- _Saved data entries_

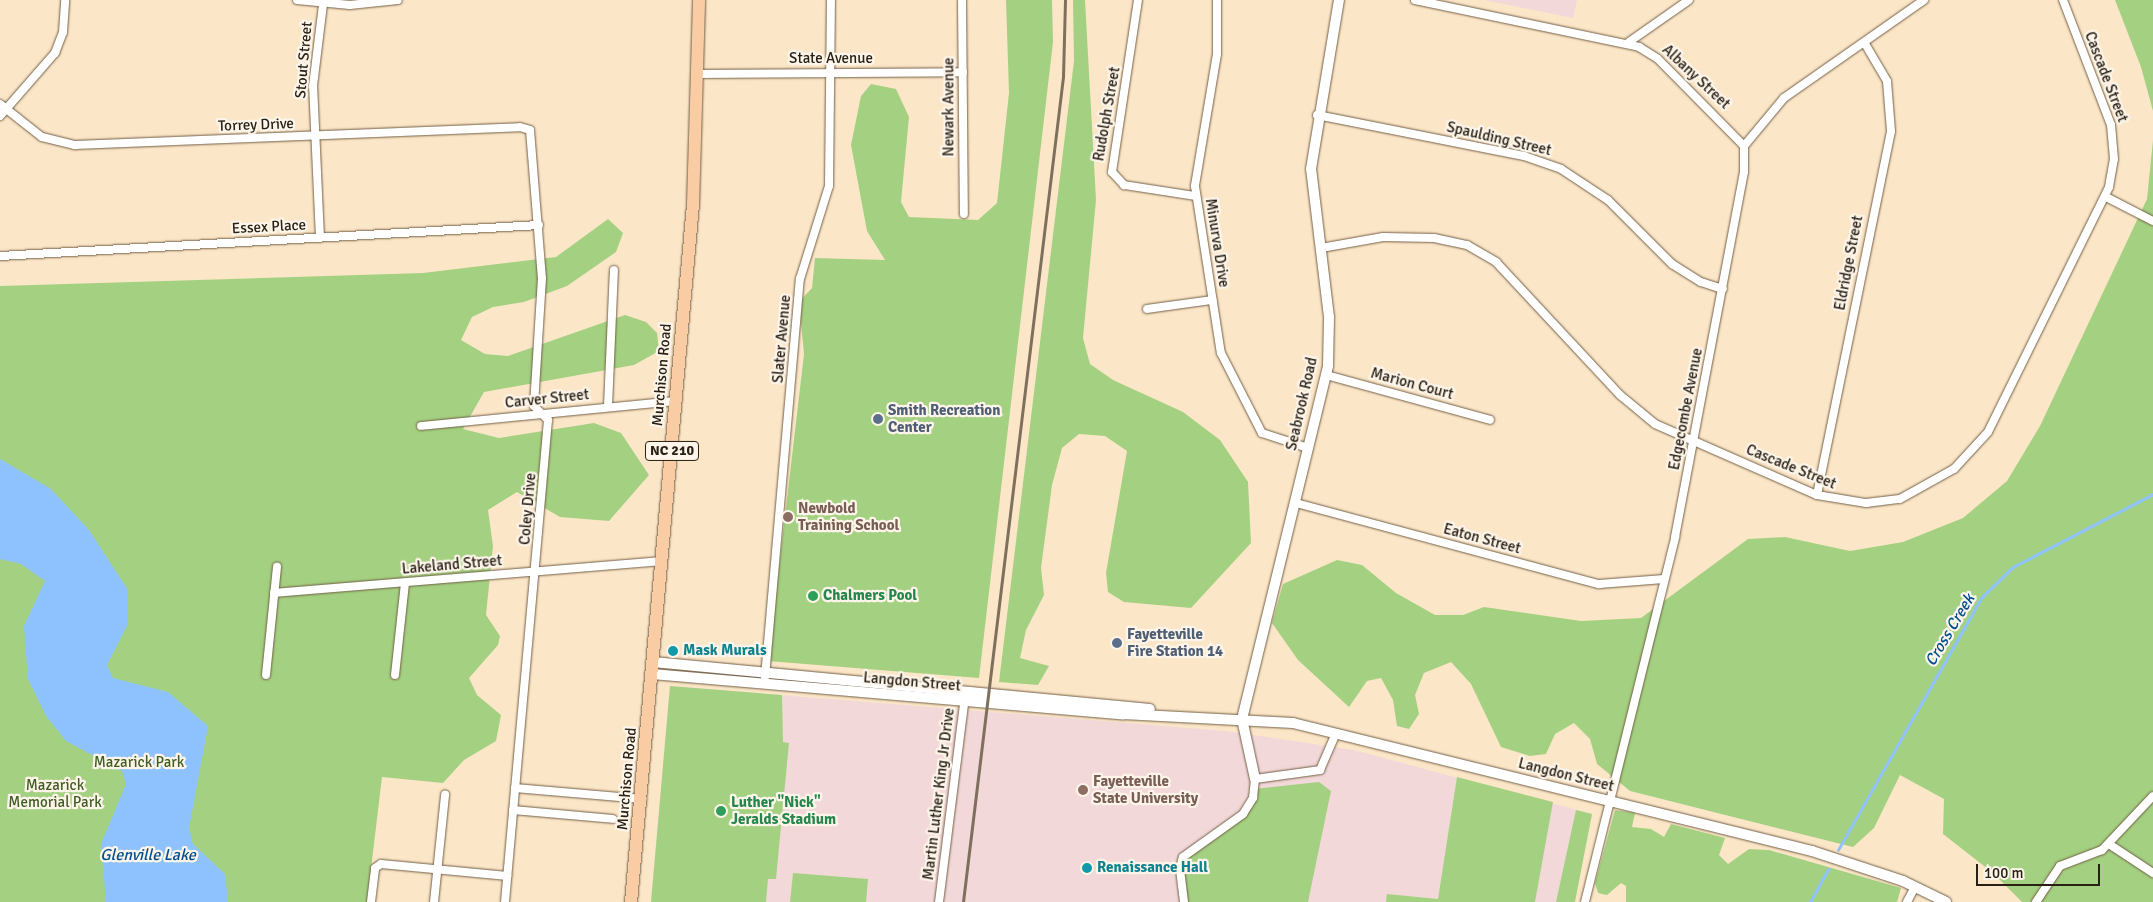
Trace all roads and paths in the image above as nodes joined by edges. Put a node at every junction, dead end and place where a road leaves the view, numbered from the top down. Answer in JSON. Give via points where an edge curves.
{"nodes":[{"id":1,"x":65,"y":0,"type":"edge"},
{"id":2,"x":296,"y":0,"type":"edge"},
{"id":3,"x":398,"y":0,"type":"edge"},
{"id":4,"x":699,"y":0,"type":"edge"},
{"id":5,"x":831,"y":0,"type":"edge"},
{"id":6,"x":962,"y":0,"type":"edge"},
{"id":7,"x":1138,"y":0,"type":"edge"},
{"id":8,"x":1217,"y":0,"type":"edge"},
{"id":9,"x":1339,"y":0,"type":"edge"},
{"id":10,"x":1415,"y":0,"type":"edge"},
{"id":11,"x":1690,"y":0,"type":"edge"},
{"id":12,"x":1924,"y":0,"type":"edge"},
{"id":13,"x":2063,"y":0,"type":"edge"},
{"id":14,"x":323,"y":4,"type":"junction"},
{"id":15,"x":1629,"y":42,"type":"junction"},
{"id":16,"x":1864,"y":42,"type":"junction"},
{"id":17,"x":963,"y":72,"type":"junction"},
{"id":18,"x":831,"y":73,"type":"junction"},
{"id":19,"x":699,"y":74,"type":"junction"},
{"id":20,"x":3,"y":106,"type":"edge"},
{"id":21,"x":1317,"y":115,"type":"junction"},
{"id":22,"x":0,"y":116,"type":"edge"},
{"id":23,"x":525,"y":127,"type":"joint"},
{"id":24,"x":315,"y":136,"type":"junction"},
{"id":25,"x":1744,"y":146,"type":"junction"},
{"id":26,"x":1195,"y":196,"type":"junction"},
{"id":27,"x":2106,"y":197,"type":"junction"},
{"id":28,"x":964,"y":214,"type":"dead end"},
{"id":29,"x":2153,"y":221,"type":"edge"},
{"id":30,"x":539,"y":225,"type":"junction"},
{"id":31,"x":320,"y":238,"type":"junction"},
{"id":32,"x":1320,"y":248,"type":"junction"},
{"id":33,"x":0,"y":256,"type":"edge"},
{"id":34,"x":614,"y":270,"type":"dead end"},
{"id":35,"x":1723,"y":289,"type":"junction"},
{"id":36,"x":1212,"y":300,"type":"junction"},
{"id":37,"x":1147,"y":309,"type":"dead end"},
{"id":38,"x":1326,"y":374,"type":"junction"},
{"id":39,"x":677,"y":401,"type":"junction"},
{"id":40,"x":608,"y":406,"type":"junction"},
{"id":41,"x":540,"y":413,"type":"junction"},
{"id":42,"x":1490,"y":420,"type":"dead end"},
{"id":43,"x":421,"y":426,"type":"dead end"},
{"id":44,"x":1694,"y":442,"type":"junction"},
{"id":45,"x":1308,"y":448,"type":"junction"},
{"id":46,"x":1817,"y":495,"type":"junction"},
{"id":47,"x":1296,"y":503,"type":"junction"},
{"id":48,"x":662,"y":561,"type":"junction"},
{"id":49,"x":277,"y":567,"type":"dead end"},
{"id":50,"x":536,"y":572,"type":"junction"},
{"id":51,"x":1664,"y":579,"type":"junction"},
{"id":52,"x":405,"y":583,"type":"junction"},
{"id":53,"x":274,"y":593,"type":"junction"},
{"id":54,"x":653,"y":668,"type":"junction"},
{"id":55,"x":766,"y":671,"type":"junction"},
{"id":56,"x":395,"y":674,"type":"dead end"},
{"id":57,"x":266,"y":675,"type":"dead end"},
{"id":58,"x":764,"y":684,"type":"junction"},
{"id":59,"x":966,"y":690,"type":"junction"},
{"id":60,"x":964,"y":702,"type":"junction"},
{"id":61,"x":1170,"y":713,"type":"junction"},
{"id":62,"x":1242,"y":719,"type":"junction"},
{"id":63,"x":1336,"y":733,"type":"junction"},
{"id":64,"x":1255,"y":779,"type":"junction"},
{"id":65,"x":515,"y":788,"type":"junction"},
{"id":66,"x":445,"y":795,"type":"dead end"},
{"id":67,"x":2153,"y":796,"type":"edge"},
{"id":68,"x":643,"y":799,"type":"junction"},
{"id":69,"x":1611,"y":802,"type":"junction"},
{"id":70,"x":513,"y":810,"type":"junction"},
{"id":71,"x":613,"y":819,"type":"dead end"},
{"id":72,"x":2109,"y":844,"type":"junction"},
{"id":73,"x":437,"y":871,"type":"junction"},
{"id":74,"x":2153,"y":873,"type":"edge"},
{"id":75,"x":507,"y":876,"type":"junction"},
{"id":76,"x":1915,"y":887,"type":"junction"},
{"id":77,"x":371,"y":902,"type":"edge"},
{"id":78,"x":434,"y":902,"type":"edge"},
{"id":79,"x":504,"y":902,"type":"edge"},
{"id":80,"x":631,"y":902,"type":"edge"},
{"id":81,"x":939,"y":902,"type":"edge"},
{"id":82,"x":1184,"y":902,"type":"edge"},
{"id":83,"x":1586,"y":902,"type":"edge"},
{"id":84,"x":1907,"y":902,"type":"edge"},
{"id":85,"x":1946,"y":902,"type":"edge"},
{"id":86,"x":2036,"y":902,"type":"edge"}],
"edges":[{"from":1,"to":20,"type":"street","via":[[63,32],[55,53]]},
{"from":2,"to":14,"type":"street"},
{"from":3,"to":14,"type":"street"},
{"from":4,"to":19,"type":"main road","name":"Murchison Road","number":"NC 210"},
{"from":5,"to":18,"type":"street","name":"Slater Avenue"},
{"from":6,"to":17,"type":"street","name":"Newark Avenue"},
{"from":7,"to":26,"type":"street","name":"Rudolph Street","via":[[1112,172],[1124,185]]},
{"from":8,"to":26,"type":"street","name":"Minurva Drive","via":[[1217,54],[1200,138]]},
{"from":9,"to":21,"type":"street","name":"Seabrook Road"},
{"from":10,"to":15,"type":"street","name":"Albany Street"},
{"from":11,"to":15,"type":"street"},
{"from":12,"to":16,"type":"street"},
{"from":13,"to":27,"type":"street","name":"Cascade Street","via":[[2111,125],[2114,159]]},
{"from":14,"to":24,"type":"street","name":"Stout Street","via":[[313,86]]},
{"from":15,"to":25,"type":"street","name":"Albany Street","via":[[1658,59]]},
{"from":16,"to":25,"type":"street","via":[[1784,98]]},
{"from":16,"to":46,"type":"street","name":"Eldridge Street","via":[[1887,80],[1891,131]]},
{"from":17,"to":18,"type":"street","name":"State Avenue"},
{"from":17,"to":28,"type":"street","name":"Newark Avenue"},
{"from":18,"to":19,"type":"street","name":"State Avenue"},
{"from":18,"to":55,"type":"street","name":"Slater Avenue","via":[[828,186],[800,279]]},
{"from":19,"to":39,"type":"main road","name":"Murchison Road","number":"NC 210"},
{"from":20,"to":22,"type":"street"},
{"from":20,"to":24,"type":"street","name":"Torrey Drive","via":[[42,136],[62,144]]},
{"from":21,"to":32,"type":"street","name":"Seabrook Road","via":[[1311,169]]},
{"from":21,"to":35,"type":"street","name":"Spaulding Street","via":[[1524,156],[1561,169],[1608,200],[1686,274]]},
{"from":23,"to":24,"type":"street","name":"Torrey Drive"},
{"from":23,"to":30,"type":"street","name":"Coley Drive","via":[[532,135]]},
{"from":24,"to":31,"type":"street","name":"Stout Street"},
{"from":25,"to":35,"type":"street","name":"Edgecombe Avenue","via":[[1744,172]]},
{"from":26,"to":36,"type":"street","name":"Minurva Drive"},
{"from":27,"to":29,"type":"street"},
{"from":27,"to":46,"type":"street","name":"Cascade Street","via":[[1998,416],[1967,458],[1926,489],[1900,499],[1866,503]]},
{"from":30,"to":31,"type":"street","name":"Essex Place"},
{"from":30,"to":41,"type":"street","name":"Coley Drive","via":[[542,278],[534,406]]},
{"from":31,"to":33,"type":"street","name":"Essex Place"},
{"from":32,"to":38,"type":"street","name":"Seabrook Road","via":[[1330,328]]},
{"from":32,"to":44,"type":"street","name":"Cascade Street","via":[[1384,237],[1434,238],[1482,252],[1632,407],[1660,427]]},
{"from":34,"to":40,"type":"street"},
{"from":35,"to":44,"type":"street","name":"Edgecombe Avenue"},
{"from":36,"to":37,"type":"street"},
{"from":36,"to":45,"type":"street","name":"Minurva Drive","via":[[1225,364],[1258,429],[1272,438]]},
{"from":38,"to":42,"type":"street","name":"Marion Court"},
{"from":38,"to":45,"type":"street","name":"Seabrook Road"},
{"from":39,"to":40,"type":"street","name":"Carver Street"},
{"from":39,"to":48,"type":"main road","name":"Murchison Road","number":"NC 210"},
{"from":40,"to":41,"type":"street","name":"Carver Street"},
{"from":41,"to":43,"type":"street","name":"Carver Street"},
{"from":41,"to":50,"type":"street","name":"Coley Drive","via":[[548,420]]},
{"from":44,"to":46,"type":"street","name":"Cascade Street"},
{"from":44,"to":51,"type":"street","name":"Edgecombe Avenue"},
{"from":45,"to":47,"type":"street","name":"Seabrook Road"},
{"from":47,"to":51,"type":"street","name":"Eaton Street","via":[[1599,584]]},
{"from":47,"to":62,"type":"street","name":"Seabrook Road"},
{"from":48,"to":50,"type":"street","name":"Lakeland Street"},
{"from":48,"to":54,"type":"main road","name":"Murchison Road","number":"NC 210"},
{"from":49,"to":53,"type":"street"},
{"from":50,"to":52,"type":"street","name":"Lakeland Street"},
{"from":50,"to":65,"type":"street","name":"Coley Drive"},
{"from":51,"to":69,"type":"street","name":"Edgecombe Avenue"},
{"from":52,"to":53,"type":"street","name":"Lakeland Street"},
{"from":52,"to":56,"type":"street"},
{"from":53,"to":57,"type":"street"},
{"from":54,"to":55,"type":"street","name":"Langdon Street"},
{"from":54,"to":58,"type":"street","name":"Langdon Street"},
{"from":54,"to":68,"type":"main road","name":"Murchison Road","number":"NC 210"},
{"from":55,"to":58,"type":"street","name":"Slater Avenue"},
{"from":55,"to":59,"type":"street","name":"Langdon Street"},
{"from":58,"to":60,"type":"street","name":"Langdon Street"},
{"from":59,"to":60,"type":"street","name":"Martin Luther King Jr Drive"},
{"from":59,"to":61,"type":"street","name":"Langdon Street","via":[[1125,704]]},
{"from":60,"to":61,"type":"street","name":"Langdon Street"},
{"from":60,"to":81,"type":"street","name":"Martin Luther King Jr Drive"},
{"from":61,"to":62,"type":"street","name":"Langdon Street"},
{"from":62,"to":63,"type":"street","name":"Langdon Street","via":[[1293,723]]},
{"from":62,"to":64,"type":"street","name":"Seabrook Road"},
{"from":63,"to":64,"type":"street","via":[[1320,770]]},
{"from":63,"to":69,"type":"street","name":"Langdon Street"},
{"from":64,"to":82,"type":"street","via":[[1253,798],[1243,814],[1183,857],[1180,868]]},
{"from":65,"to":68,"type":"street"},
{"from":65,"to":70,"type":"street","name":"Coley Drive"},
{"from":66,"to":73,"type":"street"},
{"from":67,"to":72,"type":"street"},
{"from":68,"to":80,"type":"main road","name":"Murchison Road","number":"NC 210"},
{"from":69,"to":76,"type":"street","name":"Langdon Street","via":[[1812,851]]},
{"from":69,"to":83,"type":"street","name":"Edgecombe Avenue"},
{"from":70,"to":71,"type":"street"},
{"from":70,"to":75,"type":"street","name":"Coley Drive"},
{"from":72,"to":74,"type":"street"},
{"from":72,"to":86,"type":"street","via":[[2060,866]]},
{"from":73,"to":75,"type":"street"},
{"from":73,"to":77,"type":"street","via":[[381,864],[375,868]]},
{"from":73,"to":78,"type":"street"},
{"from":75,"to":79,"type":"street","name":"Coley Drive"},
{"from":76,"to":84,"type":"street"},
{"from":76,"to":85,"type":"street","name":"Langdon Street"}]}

- _ACTIVITY_
Only the number is wanted: how many lines in the entries above contain the word "nodes"?

- _EXERCISE SOLUTION_
2